The Masters of Atlantis by Charles Portis

The Masters of Atlantis by Charles Portis

Author:Charles Portis
Language: eng
Format: epub, mobi
Publisher: Penguin Group USA, Inc.
Published: 2011-01-04T16:00:00+00:00


FOR ALL his jaunty prose, W.W. Polton was a glum little man. Everything he saw seemed to let him down in some way. He was so small that he wore boys’ clothes, little suits of a skimpy juvenile cut, the coats chopped off very short. He had the wizened walnut face of a jockey. He was rude. Time after time he cut Mr. Jimmerson short in his reminiscence. He had bad table manners and he scratched the parquet floors with the metal taps on his zippered, high-heel ankle bootlets. He drank one Pepsi-Cola after another, leaving behind him a trail of wet bottles atop fine pieces of furniture.

Mr. Jimmerson, informed by Popper that the artist could not be held to ordinary standards of civility, tried to make every allowance for the fellow. He talked openly to Polton about the Gnomon Society, revealing all that he could reveal to a Perfect Stranger, except on the subject of membership figures. In that area he was evasive. He described the workings of the Jimmerson Spiral and he talked of the high points in his life, of his dramatic meeting with Pletho Pappus in France, of the winning of Fanny Hen, of the flowering of the Society in the 1930s, of the Sydney Hen scandal and subsequent schism.

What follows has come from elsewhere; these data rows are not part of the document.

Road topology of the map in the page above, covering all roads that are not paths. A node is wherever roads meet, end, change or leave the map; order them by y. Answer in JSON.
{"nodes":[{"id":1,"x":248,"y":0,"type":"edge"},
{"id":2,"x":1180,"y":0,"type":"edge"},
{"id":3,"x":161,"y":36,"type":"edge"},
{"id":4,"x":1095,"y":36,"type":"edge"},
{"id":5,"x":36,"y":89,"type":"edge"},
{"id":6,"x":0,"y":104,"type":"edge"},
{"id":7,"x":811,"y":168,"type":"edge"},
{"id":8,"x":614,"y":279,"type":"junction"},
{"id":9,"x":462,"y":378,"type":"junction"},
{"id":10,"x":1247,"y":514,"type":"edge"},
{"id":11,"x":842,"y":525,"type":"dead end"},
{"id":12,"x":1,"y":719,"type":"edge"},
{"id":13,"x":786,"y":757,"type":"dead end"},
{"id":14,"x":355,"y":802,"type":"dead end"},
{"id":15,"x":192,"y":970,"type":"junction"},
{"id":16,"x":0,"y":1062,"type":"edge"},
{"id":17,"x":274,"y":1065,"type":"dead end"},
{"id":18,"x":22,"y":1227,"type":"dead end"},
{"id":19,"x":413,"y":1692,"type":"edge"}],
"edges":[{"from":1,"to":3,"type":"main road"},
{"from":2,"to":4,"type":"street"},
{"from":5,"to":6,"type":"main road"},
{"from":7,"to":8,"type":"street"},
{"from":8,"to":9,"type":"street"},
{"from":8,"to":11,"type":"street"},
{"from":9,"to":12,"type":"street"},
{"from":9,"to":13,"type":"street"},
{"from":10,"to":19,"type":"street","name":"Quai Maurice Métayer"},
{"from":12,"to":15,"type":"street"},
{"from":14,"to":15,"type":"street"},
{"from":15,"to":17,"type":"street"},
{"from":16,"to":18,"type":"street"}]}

Polton, however, had his own ideas about the shape and content of the book. He had his own vision to impose and he arrived at the Temple with his own title for the biography—His Word Is Law!—before he had even met Mr. Jimmerson. He proceeded to fashion the work accordingly.

His methods of inquiry were odd, or so they seemed to Mr. Jimmerson. He rejected all suggestions from the subject of the biography and he refused to read any of the Gnomonic texts. Whenever Mr. Jimmerson ventured onto that ground, Polton cut him short. “Nobody wants to hear about those triangles, Jimmerson. Do I have to keep saying it?” Such structural matter as he needed in the way of names, dates and places, he gleaned from old scrapbooks and from direct interrogation of the Master.

Mr. Jimmerson felt that the questions were all wrong. For one thing, Polton seemed to have the idea that Gnomonism had come out of the Andes. He kept asking about “your curious beacons and landing strips in Peru” and “the pre-Incan race of giants” and “the sacred plaza of Cuzco.” He pressed the Master about his “prophecies” and his “harsh discipline” and his “uncanny power to pick up signals from outer space,” a power which Mr. Jimmerson had never claimed to possess. At the same time Mr. Jimmerson had to admire the man’s virtuosity as a reporter, for in all these hours of grilling Polton took not a single note.

Popper, meanwhile, as chairman of the Citizens Committee to Elect Mr. Jimmerson, had prepared a long statement for the press, announcing the candidacy. The statement ran to six sheets. WHY NOT MR. JIMMERSON FOR A CHANGE? was the heading. Directly beneath, in slightly smaller type, were two more questions: WHO IS MR.